■ WORK INSTRUCTIONS
Look below for the line that has "M471 1019 1135". Set down the lines from there through the line that has "M258 641 288", exactly as written.

(INPUT FOR THIS TASK)

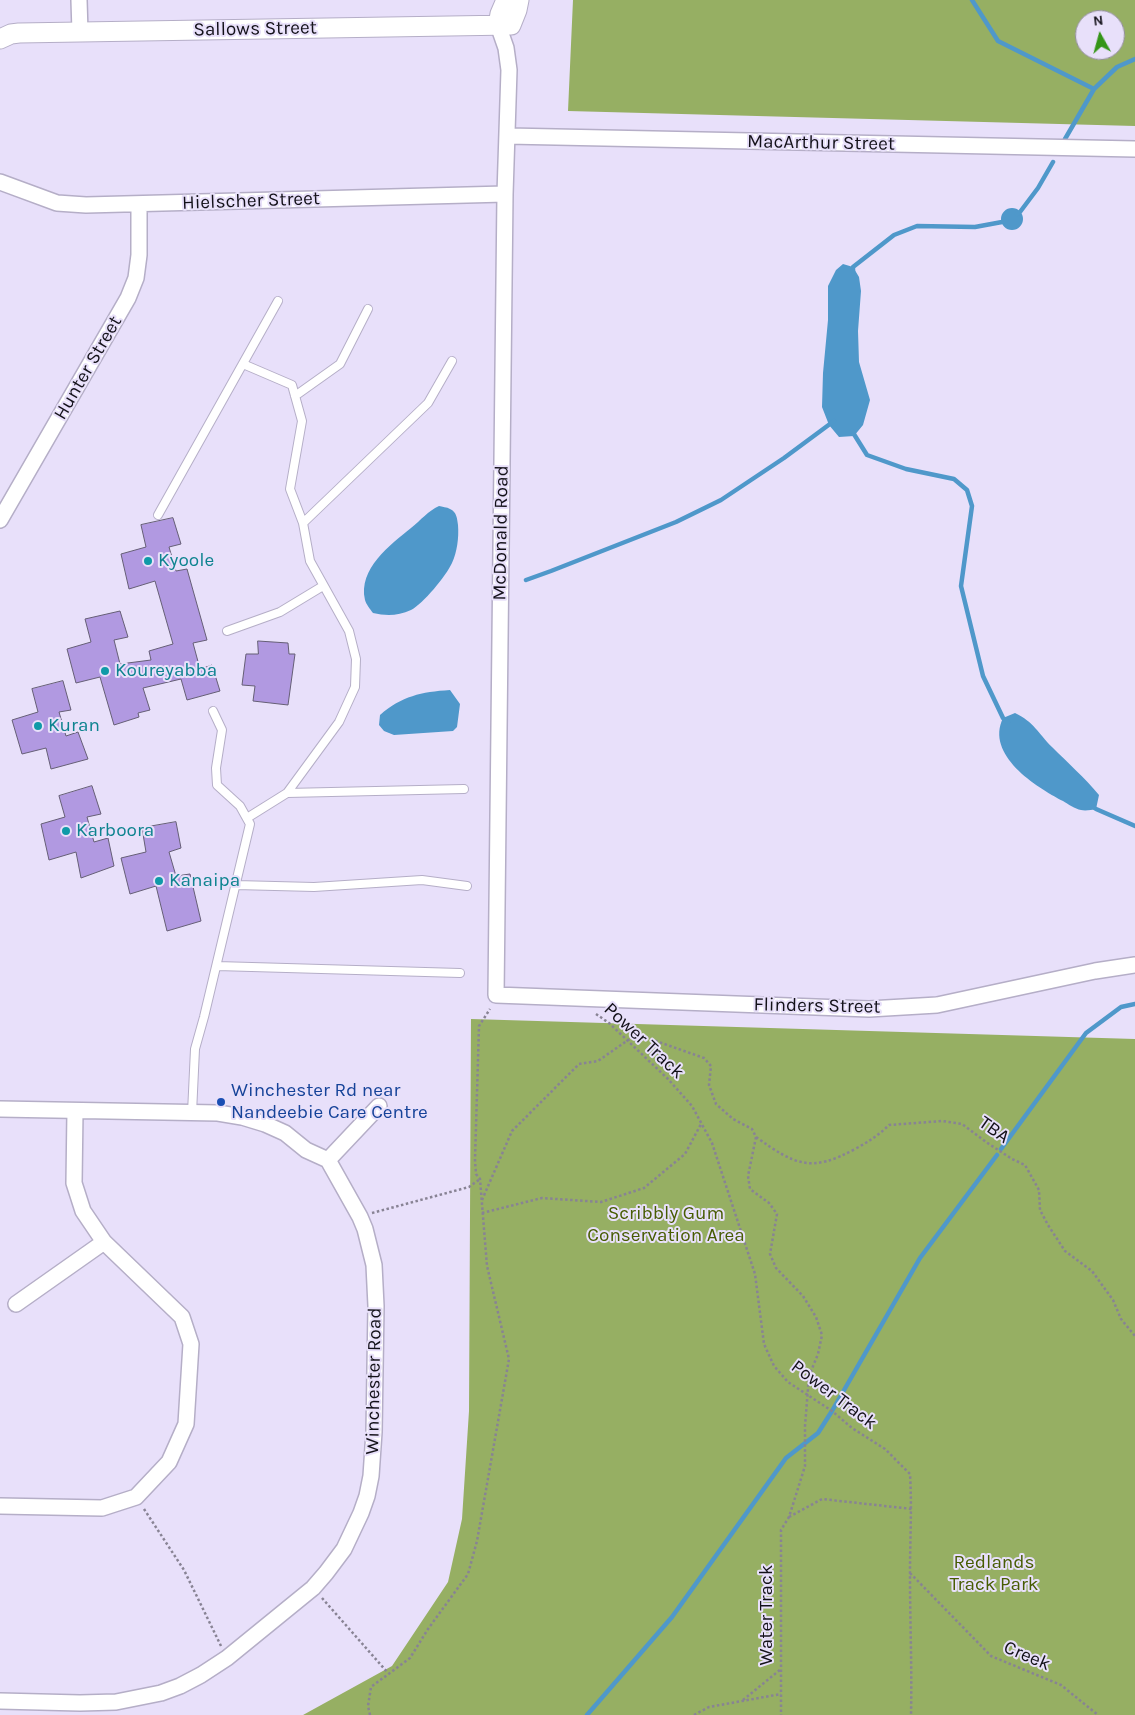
<!DOCTYPE html>
<style>
body{margin:0}
#map{position:relative;width:1135px;height:1715px;overflow:hidden;background:#e8e0fa;font-family:Karla,sans-serif}
canvas{display:block}
.north{position:absolute;left:1075px;top:10px;width:50px;height:50px;box-sizing:border-box;background:#e8e0fa;border:1px solid #938da0;border-radius:50%;rotate:353deg;font-size:14px;font-weight:700;line-height:20px;text-align:center;color:#131119}
.north::after{content:'';display:block;margin:auto;width:18px;height:22px;background:#349517;clip-path:polygon(50% 0,100% 100%,50% 72%,0 100%)}
</style>
<div id="map">
<canvas width="1135" height="1715"></canvas>
<div class="north">N</div>
</div>
<script>
const g = document.querySelector('canvas').getContext('2d');
g.lineJoin = 'round';
function fill(path, color) { g.fillStyle = color; g.fill(path, 'evenodd'); }
function strokePath(path, color, width, dash) { g.strokeStyle = color; g.lineWidth = width; g.lineCap = dash ? 'butt' : 'round'; g.setLineDash(dash || []); g.stroke(path); }
function label(font, color, halo, rows, align = 'center') {
  g.font = font + ' Karla,sans-serif'; g.lineWidth = 4; g.setLineDash([]); g.textBaseline = 'middle'; g.strokeStyle = halo; g.fillStyle = color; for (const [text, x, y, turn = 0] of rows) {
    g.save(); g.translate(x, y); g.rotate((+turn || 0) * Math.PI / 180); g.textAlign = isNaN(turn) ? turn : align; if (halo) g.strokeText(text, 0, 0); g.fillText(text, 0, 0); g.restore();
  }
}
fill(new Path2D(`
 M573 0H1135V126L568 111ZM1085 20H1115V50H1085Z
 M471 1019 1135 1039V1715H303L392 1666 448 1582 462 1519 469 1411Z`), '#96af63');
fill(new Path2D(`
 M1001 219a11 11 0 1 1 22 0a11 11 0 1 1-22 0Z
 M843 264 853 267 859 277 861 291 858 331 859 362 870 400 863 425 854 436 839 437 829 425 822 407 823 373 828 320V286L836 270Z
 M439 506C442 507 447 507 450 509 457 512 457 519 458 525 459 538 457 552 452 563 446 576 423 604 411 610 398 616 386 616 373 613 370 609 366 604 365 600 358 569 390 545 411 528 421 520 428 511 439 506Z
 M450 690 460 704 457 727 453 731 394 735 384 731 379 725 380 715C402 696 421 692 450 690Z
 M1015 713C1034 722 1038 733 1052 747 1068 763 1085 778 1099 795L1096 809C1092 810 1085 811 1081 810 1075 809 1068 804 1063 801 1036 787 985 755 1003 718Z`), '#4f98ca');
strokePath(new Path2D(`
 M972 0 998 41 1094 89
 M1065 139 1094 89 1117 67 1135 59
 M1017 214 1020 212 1038 188 1053 162
 M853 273V267L894 235 917 226 975 227 1002 222 1006 220
 M852 431 867 455 906 469 954 479 967 490 972 506 961 586 983 676 1003 718 1008 722
 M526 580 551 571 676 522 721 500 784 458 834 421
 M1093 807 1096 809 1135 826
 M1001 1149 1086 1033 1121 1007 1135 1004
 M587 1715 672 1617 786 1458 818 1433 832 1411 920 1258 997 1155`), '#4f98ca', 4.5);
const building = new Path2D(`
 M173 518 181 544 169 547 176 571 187 569 207 640 193 643 200 669 212 665 220 691 187 700 181 679 143 688 150 710 138 713 139 717 114 725 100 677 76 683 67 649 91 642 85 619 120 611 128 637 114 640 120 664 151 660 149 651 173 644 155 581 129 589 121 554 146 547 141 525Z
 M258 641 288 643 289 654H295L288 705 253 701 255 686 242 685 246 654H258Z
 M63 681 71 710 59 712 66 736 78 732 88 759 51 769 46 748 22 754 12 720 38 712 32 689Z
 M92 786 101 814 87 817 94 842 108 838 114 866 81 878 76 852 49 860 41 824 65 817 59 796Z
 M176 822 181 848 169 852 176 876 190 874 201 921 167 931 156 886 130 894 121 858 146 852 142 828Z`);
fill(building, '#b199e1');
strokePath(building, '#655e75', 1);
const service = new Path2D(`
 M243 364 292 385 302 421 290 489 303 523 310 561 349 631 356 659 355 687 339 722 287 793
 M295 396 340 364 368 309
 M158 515 278 301
 M303 523 428 403 452 361
 M227 631 280 612 323 586
 M247 818 287 793 464 789
 M236 885 314 887 422 880 467 886
 M217 966 460 973
 M192 1113 195 1049 204 1017 250 824 240 806 217 785 216 768 222 730 213 711`);
const minor = new Path2D(`
 M79 0 80 32
 M498 25 506 48 509 70 505 194 496 995 869 1009 937 1005 1095 971 1135 965
 M508 136 1135 149
 M0 182 57 203 86 205 505 194
 M0 520 128 298 136 278 139 255V205
 M0 1109 218 1113 242 1117 265 1124 285 1133 306 1150 328 1160 360 1217 365 1229 374 1265 376 1306 374 1432 371 1476 367 1496 361 1513 344 1549 326 1573 313 1588 227 1658 201 1675 180 1686 161 1693 116 1702 80 1703 0 1701
 M328 1160 379 1106
 M16 1304 104 1242
 M0 1506 102 1508 136 1497 169 1462 186 1424 191 1344 182 1317 104 1242 83 1211 74 1183 75 1111`);
const tertiary = new Path2D(`
 M498 25 500 14 506 0
 M0 39 11 34 19 33 511 25 517 10 519 0`);
strokePath(service, '#b5aec7', 10);
strokePath(minor, '#b5aec7', 18);
strokePath(tertiary, '#b5aec7', 21);
strokePath(new Path2D(`
 M596 1014 609 1023 668 1079 692 1106 712 1143 755 1274 764 1344 774 1366 788 1382 832 1411 852 1428 885 1449 910 1474C912 1508 910 1540 910 1574 910 1621 912 1668 911 1715
 M756 1137C795 1165 811 1173 855 1149 868 1142 879 1135 889 1125L942 1121 962 1124 986 1142 1012 1159 1025 1165 1039 1190 1040 1210 1048 1225 1065 1251 1092 1271 1113 1300 1121 1319 1135 1336
 M482 1200 512 1131 579 1064 598 1061 628 1040 639 1035 704 1058 711 1066 709 1085 716 1104 733 1119 752 1129 756 1137 748 1176 750 1189 769 1203 777 1214 770 1254 776 1268 803 1296 816 1317 822 1335 818 1354 809 1376 805 1426V1466L789 1517 781 1530V1715
 M372 1213 469 1187 480 1179
 M482 1213 542 1198 601 1202 644 1188 685 1154 701 1124
 M144 1509 184 1570 221 1646
 M789 1517 822 1499 912 1509
 M910 1573 991 1656 1061 1685 1098 1715
 M322 1598 388 1673
 M743 1700 781 1669
 M370 1715 368 1706 371 1687 410 1658 428 1629 468 1574 477 1541 509 1359 487 1266 480 1179 476 1174 475 1160 479 1026 490 1009
 M694 1715 709 1707 781 1694`), '#888394', 2.5, [2.5, 2.5]);
strokePath(service, '#fff', 8);
strokePath(minor, '#fff', 15);
strokePath(tertiary, '#fff', 19);
for (const [x, y, r, color] of [
 [148,561,5,"#0f9aa8"],
 [105,671,5,"#0f9aa8"],
 [38,726,5,"#0f9aa8"],
 [66,831,5,"#0f9aa8"],
 [159,881,5,"#0f9aa8"],
 [221,1102,5,"#1a4fb4"]
]) { const dot = new Path2D(); dot.arc(x, y, r, 0, 2 * Math.PI); g.fillStyle = color; g.fill(dot); strokePath(dot, '#e8e0fa', 2); }
label('19px', '#131119', '#e8e0fa', [
 ["Sallows Street",255,29,-1],
 ["MacArthur Street",821,143,1],
 ["Hielscher Street",251,201,-2],
 ["Hunter Street",88,368,-60],
 ["McDonald Road",501,533,-89],
 ["Flinders Street",817,1006,1],
 ["Power Track",644,1041,43],
 ["TBA",994,1130,35],
 ["Winchester Road",374,1381,-89],
 ["Power Track",834,1395,37],
 ["Water Track",767,1615,-90],
 ["Creek",1027,1656,23]
]);
label('19px', '#0d838f', '#e8e0fa', [
 ["Kyoole",158,561],
 ["Koureyabba",115,671],
 ["Kuran",48,726],
 ["Karboora",76,831],
 ["Kanaipa",169,881]
], 'left');
label('19px', '#164399', '#e8e0fa', [
 ["Winchester Rd near",231,1091],
 ["Nandeebie Care Centre",231,1113]
], 'left');
label('19px', '#475c02', '#e8e0fa', [
 ["Scribbly Gum",666,1214],
 ["Conservation Area",666,1236],
 ["Redlands",994,1563],
 ["Track Park",994,1585]
]);
</script>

(End INPUT FOR THIS TASK)

■ THE ANSWER
 M471 1019 1135 1039V1715H303L392 1666 448 1582 462 1519 469 1411Z`), '#96af63');
fill(new Path2D(`
 M1001 219a11 11 0 1 1 22 0a11 11 0 1 1-22 0Z
 M843 264 853 267 859 277 861 291 858 331 859 362 870 400 863 425 854 436 839 437 829 425 822 407 823 373 828 320V286L836 270Z
 M439 506C442 507 447 507 450 509 457 512 457 519 458 525 459 538 457 552 452 563 446 576 423 604 411 610 398 616 386 616 373 613 370 609 366 604 365 600 358 569 390 545 411 528 421 520 428 511 439 506Z
 M450 690 460 704 457 727 453 731 394 735 384 731 379 725 380 715C402 696 421 692 450 690Z
 M1015 713C1034 722 1038 733 1052 747 1068 763 1085 778 1099 795L1096 809C1092 810 1085 811 1081 810 1075 809 1068 804 1063 801 1036 787 985 755 1003 718Z`), '#4f98ca');
strokePath(new Path2D(`
 M972 0 998 41 1094 89
 M1065 139 1094 89 1117 67 1135 59
 M1017 214 1020 212 1038 188 1053 162
 M853 273V267L894 235 917 226 975 227 1002 222 1006 220
 M852 431 867 455 906 469 954 479 967 490 972 506 961 586 983 676 1003 718 1008 722
 M526 580 551 571 676 522 721 500 784 458 834 421
 M1093 807 1096 809 1135 826
 M1001 1149 1086 1033 1121 1007 1135 1004
 M587 1715 672 1617 786 1458 818 1433 832 1411 920 1258 997 1155`), '#4f98ca', 4.5);
const building = new Path2D(`
 M173 518 181 544 169 547 176 571 187 569 207 640 193 643 200 669 212 665 220 691 187 700 181 679 143 688 150 710 138 713 139 717 114 725 100 677 76 683 67 649 91 642 85 619 120 611 128 637 114 640 120 664 151 660 149 651 173 644 155 581 129 589 121 554 146 547 141 525Z
 M258 641 288 643 289 654H295L288 705 253 701 255 686 242 685 246 654H258Z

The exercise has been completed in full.